WARp {WRI} | R Documentation |
WAR(p) models: estimation and forecast
Description
this function produces an object of the WARp class which includes WAR(p) model parameter estimates and relevant quantities (see output list)
Usage
WARp(quantile, quantile.grid, p)
Arguments
quantile |
A matrix containing all the sample quantile functions. Columns represent time indices and rows represent evaluation grid. |
quantile.grid |
A numeric vector, the grid over which quantile functions are evaluated. |
p |
A positive integer, the order of the fitted WAR(p) model. |
Details
This function takes in a density time series in the form of the corresponding quantile functions as the main input.
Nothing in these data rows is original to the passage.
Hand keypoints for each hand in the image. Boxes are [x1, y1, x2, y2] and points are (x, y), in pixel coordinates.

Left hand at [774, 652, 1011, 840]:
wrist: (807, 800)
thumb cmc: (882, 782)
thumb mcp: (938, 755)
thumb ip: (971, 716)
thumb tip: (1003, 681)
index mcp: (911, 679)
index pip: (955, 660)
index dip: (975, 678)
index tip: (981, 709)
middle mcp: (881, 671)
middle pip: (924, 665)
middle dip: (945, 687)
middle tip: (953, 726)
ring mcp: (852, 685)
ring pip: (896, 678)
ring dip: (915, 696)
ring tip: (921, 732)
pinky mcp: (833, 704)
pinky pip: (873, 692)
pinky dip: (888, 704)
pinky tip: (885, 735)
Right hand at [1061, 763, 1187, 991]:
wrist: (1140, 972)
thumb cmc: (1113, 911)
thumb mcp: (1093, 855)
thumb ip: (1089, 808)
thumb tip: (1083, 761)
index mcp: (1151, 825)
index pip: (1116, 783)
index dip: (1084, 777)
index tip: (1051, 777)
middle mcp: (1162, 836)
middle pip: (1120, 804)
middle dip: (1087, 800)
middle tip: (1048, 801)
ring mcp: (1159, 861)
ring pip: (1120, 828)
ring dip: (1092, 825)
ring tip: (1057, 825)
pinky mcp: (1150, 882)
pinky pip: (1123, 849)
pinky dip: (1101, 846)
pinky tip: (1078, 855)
If the quantile series is not readily available, a general practice is to estimate density functions from samples, then use dens2quantile
from the fdadensity
package to convert density time series to quantile series.
Value
A WARp
object of:
coef |
estimated AR parameters of the fitted WAR(p) model |
coef.cov |
covariance matrix of |
acvf |
Wasserstein autocovariance function values |
Wass.mean |
Wasserstein mean quantile function |
quantile |
a matrix containing all the sample quantile functions (columns represent time indices and rows represent evaluation grid) |
quantile.grid |
quantile function grid that is utilized in calculation |
order |
a positive integer, the order of the fitted WAR(p) model |
References
Wasserstein Autoregressive Models for Density Time Series, Chao Zhang, Piotr Kokoszka, Alexander Petersen, 2022
Examples
# Simulate a density time series represented in quantile functions
# warSimData$sample.ts: A sample TS of quantile functions of length 100, taken from
# the simulation experiments in Section 4 of Zhang et al. 2022.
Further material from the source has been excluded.